# Files for scroll saws



## caveman (20 Oct 2017)

Firstly, hi everybody. Just joined the forum as I am new to the art of woodwork, sort of, having built many yachts and planes over my many years!
I am having a go at building a wooden clock, fancied the challenge, so have bought a scroll saw, which I love but am finding it quite hard to cut out the very small cogs with the saw blades.
I have looked on line and have found some Olson Saw SC42101 pin end Scroll Saw Files which would fit my saw but they do not seem to be available in the UK.
Can anybody help please? Where can I get similar 5" file blades with pin ends in the UK?


----------



## NazNomad (20 Oct 2017)

https://www.amazon.co.uk/Olson-Saw-SC42 ... B000N6K39O


----------



## caveman (20 Oct 2017)

Thanks for that, I did see it but then saw the estimated delivery - end of next month!!
Might have to buy that if I can't find one here in the UK.
Surely somebody else must use these???


----------



## NazNomad (20 Oct 2017)

I suspect your problem with getting detailed gears might be because of the size of the pinned blades. Try some pinless blade adapters.

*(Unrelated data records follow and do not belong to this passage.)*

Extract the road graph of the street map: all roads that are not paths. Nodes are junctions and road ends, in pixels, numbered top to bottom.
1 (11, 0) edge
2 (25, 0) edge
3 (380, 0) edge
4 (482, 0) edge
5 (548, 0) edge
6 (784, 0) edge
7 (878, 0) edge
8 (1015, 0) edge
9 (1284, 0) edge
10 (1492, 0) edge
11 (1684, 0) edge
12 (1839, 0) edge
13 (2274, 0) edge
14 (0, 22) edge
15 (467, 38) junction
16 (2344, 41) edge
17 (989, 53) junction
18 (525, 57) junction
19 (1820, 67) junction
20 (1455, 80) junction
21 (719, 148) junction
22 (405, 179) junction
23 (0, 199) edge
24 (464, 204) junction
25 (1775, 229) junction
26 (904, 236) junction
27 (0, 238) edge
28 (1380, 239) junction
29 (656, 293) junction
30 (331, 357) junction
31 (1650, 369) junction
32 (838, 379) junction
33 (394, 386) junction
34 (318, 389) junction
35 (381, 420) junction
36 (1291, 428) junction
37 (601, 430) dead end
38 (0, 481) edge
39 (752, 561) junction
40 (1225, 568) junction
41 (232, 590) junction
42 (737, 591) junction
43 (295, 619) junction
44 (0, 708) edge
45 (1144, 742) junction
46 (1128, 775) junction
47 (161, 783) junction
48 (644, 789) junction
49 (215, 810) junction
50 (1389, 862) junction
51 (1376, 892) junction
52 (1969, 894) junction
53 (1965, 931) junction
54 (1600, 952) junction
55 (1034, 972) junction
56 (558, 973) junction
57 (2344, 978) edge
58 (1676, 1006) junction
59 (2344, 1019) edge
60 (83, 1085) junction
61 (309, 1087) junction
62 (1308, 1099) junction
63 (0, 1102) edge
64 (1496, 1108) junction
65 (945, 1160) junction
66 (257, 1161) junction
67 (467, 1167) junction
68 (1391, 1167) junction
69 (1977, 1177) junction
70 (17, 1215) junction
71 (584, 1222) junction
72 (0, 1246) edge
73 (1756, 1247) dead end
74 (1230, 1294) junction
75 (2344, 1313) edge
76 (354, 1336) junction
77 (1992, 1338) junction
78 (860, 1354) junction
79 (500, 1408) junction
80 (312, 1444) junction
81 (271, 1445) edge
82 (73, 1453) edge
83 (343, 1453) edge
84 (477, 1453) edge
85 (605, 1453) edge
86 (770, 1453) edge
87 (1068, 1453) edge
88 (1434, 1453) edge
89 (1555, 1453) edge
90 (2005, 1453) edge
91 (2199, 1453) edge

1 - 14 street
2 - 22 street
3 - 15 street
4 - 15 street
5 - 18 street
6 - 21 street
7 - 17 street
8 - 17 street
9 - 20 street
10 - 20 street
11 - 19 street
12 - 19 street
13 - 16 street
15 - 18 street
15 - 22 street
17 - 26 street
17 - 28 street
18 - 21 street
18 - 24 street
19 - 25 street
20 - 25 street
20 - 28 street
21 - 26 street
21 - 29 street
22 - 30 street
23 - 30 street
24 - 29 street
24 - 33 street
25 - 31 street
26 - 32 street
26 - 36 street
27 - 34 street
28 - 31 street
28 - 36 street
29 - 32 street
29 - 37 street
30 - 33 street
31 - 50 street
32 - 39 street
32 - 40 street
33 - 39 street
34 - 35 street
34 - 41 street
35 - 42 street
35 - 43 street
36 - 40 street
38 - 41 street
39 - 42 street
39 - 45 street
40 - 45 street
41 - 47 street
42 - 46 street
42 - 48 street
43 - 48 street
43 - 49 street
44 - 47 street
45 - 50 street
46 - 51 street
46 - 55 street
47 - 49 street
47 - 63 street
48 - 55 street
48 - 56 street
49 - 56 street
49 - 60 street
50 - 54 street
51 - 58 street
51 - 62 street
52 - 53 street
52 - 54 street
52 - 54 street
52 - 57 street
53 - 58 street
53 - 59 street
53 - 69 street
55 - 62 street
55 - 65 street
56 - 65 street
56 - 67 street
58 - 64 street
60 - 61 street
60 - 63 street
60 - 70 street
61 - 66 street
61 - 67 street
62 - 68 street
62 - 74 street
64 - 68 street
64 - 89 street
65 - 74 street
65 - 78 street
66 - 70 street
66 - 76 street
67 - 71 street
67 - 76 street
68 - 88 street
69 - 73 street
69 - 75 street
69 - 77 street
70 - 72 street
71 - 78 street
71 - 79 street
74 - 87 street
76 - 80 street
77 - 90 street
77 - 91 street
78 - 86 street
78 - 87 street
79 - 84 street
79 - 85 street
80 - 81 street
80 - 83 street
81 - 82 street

Also, you could try this...


----------



## Alexam (21 Oct 2017)

Thats a good idea. You could also use the Abranet material, which should last a lot longer.


----------



## caveman (21 Oct 2017)

That's a great idea NazNomad but I can't get the adapters supplied with my saw to work, they just break the non pin ended blades as I tighten the two securing hex bolts!


----------



## NazNomad (21 Oct 2017)

What saw is it?


----------



## caveman (21 Oct 2017)

NazNomad":18xehnoo said:


> What saw is it?



KATSU - the blade attachment system is exactly the same as most others I suspect...........


----------



## whatknot (21 Oct 2017)

What blades are you using?

If the ones in the photos are the ones you are using they look rather industrial if you don't mind me saying 

I would recommend trying some Pegas pinned blades, they are much finer and you should get much better results 
(Axminster do them) 

I quickly learned that its far better to achieve a fine finish when cutting than spend much time and effort sanding afterwards 

I don't use the scroll saw files you mention, I find clamping the item cut to the end of a table (usually the scroll saw table with a spring clamp) leaving an overhang and use standard sandpaper cut into long strips from a 1/4" up to as wide as I need it, work very well 

Just pass the thin strip of sandpaper through any cut hole in the workpiece and saw the sandpaper from above and below 

But the better quality blades will I think make all the difference


----------



## NazNomad (21 Oct 2017)

Firstly, take those hex bolts out of the clamps and sand the ends, make sure they are nice and flat with no burrs or bumps, then see if they still break the blade.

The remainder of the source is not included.